Since there is no standard definition for premature or accelerated aging, the researchers say, they looked at nonpsychiatric disorders that incorporate early aging, such as progeria syndrome and Down’s syndrome, as a guide.

The team identified 64 studies that they deemed appropriate for investigation into the link between PTSD and aging. They were able to use these studies to assess how PTSD affects biomarkers of accelerated aging – such as telomere length – and how it affects onset and prevalence of age-related medical conditions and overall mortality.

The researchers found that, compared with individuals without PTSD, people with the condition had reduced telomere length.

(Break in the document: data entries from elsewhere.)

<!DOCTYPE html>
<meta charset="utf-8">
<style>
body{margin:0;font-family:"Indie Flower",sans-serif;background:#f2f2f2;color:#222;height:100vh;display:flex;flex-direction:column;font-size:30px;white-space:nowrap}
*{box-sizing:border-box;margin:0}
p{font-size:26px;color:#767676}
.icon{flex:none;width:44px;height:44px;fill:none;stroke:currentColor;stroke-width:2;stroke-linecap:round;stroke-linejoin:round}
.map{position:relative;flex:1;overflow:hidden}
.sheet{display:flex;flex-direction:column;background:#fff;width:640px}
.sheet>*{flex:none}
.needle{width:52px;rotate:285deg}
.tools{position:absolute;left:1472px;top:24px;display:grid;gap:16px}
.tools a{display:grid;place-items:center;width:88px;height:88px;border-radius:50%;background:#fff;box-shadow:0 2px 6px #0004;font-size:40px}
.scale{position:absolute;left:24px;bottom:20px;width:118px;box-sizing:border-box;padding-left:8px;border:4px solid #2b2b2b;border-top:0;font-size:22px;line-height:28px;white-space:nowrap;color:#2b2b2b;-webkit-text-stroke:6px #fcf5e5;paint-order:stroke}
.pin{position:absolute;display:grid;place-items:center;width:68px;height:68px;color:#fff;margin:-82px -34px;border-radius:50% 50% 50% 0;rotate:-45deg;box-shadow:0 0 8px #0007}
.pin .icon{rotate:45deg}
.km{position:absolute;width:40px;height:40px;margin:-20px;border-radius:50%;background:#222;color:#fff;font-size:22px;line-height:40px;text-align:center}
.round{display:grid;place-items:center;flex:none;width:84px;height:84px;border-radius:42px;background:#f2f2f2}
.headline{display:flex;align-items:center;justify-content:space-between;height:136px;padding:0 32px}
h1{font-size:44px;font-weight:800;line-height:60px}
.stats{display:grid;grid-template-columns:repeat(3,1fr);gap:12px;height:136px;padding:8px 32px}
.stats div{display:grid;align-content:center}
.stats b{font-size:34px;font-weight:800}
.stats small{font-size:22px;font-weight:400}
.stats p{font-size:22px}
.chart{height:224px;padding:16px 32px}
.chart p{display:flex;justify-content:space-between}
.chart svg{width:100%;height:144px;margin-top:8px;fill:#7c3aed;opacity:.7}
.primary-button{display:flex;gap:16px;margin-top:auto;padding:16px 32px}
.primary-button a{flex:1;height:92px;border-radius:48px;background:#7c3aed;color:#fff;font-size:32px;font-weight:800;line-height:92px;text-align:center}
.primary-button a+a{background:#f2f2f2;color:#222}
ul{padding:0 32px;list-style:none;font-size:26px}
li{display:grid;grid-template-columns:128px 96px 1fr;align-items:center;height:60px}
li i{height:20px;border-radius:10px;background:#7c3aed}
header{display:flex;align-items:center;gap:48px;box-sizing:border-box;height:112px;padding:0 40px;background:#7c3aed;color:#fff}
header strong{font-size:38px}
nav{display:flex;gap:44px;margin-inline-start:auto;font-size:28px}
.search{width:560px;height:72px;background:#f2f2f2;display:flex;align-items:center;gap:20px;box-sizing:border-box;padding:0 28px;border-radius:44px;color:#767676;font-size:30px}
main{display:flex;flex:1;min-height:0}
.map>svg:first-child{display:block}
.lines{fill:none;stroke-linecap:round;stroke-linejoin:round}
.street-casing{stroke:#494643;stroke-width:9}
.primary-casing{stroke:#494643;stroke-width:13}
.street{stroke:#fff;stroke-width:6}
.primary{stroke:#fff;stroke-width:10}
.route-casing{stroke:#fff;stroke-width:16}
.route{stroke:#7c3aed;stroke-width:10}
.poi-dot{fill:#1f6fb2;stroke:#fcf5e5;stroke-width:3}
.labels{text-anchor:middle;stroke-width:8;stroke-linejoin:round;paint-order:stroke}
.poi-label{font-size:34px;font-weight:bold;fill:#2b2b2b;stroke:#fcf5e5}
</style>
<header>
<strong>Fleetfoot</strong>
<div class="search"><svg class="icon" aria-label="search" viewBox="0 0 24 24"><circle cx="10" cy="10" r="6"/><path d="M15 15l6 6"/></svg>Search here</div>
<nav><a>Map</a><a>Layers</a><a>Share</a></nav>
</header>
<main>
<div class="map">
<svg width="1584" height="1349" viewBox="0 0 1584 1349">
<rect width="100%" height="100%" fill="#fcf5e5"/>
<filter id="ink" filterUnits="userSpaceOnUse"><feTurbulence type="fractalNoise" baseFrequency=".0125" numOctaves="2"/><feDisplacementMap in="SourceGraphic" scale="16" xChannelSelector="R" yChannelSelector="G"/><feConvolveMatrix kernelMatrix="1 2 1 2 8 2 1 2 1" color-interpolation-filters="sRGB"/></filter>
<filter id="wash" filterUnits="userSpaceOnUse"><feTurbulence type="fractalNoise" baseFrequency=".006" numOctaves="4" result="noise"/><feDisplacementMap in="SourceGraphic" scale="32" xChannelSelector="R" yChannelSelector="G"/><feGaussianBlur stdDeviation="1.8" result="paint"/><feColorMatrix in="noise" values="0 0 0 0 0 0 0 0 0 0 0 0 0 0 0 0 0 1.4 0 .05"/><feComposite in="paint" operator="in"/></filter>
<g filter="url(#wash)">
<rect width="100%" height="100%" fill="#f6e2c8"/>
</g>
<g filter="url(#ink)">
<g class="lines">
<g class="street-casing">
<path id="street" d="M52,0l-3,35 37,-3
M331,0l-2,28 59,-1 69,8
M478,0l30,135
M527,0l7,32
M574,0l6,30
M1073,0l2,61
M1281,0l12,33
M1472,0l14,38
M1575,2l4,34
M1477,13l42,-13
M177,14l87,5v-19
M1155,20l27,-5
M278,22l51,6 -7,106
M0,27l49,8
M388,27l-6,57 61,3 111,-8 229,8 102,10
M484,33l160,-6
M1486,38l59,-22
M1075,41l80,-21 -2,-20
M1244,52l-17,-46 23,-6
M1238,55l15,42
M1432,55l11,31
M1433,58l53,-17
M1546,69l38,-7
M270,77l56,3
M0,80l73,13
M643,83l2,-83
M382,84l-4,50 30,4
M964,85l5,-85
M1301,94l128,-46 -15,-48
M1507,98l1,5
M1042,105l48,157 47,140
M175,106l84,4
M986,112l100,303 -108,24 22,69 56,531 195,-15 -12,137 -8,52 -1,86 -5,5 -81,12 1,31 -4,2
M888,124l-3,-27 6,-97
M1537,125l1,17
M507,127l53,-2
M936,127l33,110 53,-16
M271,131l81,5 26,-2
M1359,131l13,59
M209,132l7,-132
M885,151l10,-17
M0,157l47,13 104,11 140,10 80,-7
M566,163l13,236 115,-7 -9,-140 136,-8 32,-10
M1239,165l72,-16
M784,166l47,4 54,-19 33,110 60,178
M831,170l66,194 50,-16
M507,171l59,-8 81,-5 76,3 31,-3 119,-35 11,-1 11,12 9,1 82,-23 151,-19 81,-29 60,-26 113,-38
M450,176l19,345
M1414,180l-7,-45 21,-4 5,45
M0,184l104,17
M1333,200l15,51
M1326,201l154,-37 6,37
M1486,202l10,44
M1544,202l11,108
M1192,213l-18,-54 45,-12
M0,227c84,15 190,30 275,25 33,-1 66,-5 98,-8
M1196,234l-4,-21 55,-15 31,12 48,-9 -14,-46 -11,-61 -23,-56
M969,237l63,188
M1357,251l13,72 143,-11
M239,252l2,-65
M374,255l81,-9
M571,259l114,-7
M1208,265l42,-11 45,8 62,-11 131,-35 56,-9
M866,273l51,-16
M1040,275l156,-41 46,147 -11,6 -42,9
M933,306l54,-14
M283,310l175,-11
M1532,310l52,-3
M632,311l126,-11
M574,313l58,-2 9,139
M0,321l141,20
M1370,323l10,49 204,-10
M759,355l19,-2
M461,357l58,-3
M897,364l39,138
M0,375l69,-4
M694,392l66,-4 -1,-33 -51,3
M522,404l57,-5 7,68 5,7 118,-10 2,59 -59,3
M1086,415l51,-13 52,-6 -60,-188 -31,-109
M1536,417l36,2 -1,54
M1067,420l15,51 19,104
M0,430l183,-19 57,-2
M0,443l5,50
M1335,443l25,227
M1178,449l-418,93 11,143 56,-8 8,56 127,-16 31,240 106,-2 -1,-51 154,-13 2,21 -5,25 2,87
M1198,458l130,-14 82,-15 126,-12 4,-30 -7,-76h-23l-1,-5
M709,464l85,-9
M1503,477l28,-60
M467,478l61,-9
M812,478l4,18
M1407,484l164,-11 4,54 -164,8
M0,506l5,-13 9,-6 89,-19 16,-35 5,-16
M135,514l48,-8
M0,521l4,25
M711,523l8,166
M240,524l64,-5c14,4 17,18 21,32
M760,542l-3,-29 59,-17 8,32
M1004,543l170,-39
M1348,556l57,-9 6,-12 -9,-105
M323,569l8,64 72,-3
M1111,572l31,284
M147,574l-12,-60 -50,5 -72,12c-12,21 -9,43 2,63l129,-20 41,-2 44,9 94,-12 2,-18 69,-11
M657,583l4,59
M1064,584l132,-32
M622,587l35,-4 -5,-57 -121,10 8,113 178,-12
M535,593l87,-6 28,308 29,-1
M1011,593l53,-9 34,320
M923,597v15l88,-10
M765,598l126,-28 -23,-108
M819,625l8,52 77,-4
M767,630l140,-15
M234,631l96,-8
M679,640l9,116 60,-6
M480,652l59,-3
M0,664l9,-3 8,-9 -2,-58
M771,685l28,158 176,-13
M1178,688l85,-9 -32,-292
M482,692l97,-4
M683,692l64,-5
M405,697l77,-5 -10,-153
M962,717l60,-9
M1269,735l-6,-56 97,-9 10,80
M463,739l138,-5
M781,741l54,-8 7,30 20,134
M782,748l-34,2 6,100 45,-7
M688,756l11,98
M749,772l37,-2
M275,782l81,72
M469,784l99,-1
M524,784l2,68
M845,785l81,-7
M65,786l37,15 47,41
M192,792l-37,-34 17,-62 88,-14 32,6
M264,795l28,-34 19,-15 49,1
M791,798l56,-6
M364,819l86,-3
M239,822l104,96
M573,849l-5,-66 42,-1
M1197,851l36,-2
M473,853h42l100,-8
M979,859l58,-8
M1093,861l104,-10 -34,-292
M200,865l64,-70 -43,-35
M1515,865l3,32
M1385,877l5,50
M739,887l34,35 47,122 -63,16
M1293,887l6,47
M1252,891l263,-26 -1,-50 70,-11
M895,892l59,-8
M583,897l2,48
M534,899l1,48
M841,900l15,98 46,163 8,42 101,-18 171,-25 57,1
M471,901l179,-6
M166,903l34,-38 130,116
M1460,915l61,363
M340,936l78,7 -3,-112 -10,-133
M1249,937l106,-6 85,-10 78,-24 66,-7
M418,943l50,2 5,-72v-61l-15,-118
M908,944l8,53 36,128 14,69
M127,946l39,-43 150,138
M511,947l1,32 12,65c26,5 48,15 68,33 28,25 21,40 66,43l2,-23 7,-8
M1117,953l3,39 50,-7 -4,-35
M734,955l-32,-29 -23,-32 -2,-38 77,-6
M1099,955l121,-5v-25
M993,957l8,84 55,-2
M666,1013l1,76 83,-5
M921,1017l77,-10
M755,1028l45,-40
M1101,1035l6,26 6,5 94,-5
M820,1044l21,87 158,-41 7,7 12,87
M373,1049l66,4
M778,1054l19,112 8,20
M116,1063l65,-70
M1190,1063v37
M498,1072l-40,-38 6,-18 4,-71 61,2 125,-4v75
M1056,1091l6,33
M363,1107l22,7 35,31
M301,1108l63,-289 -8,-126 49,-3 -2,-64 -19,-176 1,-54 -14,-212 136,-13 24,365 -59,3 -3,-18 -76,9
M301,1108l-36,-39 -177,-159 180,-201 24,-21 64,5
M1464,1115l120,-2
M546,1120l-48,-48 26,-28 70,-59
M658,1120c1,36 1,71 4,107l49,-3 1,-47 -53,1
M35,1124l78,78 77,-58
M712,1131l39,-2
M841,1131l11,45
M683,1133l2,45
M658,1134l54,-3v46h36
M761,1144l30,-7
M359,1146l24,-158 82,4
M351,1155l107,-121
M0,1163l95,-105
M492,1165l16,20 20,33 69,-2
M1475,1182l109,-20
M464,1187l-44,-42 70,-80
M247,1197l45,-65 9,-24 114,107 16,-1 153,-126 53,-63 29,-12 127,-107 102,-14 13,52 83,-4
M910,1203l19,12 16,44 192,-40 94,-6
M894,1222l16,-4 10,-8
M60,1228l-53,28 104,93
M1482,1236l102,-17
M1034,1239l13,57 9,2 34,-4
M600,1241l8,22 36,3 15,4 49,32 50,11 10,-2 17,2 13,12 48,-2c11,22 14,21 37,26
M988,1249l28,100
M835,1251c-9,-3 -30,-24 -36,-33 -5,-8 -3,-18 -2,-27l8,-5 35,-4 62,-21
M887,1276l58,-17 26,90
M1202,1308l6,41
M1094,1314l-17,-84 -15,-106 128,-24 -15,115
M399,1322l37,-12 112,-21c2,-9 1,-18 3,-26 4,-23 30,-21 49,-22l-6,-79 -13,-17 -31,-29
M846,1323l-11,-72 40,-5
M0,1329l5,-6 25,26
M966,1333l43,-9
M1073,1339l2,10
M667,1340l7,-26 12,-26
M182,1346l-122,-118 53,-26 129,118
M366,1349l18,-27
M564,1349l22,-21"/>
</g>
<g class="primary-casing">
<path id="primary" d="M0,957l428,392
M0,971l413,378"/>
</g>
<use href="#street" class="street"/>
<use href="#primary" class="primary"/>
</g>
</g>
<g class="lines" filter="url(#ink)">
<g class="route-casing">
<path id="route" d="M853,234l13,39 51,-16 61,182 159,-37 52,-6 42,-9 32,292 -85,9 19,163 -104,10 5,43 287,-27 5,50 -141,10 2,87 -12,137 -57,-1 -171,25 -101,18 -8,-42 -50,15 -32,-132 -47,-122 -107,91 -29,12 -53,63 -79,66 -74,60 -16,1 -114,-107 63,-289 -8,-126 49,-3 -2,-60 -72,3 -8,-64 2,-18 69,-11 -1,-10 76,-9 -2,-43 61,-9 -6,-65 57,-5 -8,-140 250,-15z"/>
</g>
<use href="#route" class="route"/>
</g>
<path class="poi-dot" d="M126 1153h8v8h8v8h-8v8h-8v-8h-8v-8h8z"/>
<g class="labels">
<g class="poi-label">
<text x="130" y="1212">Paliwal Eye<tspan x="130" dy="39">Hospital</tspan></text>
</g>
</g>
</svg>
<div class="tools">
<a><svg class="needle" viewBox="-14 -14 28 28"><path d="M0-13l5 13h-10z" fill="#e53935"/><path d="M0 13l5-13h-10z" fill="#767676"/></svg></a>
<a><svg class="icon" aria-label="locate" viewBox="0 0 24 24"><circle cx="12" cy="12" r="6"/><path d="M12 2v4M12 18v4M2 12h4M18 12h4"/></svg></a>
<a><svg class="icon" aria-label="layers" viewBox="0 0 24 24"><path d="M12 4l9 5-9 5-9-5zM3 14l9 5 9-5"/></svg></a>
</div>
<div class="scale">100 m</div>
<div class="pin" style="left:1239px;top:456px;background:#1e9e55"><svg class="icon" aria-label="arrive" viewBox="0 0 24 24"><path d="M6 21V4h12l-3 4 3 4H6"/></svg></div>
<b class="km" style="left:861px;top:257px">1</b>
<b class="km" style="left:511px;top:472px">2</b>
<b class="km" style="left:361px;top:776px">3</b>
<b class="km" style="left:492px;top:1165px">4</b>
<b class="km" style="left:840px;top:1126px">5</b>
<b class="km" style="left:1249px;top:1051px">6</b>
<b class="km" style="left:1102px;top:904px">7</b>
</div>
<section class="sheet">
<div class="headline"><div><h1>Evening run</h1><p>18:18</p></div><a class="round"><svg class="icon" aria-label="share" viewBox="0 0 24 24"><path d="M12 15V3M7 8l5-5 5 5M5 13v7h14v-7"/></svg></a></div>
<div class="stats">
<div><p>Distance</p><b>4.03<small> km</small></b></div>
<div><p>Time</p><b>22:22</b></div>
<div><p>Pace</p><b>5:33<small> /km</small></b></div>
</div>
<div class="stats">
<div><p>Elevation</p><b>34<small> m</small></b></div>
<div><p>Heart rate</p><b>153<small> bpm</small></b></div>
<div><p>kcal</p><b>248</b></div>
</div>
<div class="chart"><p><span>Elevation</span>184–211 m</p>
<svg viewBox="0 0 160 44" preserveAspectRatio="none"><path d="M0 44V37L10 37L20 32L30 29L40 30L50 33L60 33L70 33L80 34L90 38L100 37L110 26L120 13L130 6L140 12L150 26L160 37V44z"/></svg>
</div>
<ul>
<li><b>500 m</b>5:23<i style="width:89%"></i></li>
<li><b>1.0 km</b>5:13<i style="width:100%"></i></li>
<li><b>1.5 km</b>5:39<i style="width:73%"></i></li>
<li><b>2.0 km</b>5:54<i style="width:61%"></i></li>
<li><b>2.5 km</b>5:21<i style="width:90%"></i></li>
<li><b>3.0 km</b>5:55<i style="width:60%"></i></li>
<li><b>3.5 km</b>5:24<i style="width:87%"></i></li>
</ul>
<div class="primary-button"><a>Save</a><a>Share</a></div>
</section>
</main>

Telomeres are caps on the end of each DNA strand that protect the chromosomes. Telomere length reduces with each cell replication and this is considered to be a marker of aging.

The team also found that people with PTSD were more likely to have increased levels of pro-inflammatory markers, such as C-reactive protein (CRP) and tumor necrosis factor alpha (TNFα), which are said to be markers of aging.

There was also a high incidence of PTSD alongside age-related conditions, the team notes, such as cardiovascular disease, type 2 diabetes and dementia.

What is more, some of the studies reviewed suggested a mild-to-moderate link between PTSD and earlier mortality, which the team says is consistent with premature or accelerated aging among people with the condition.

Though the researchers say their study does not show whether PTSD is a specific cause of premature aging, they believe it highlights the need to class PTSD as more than just a mental illness.

First study author Dr. James B. Lohr, professor of psychiatry at UC-San Diego, adds:

Early senescence, increased medical morbidity and premature mortality in PTSD have implications in health care beyond simply treating PTSD symptoms. Our findings warrant a deeper look at this phenomenon and a more integrated medical-psychiatric approach to their care.”

The team stresses that further studies are needed to confirm their findings and determine the mechanisms behind the association between PTSD and premature aging.

In January, Medical News Today reported on a study by researchers from the University of California-Los Angeles that identified two gene variants that may increase the risk of PTSD.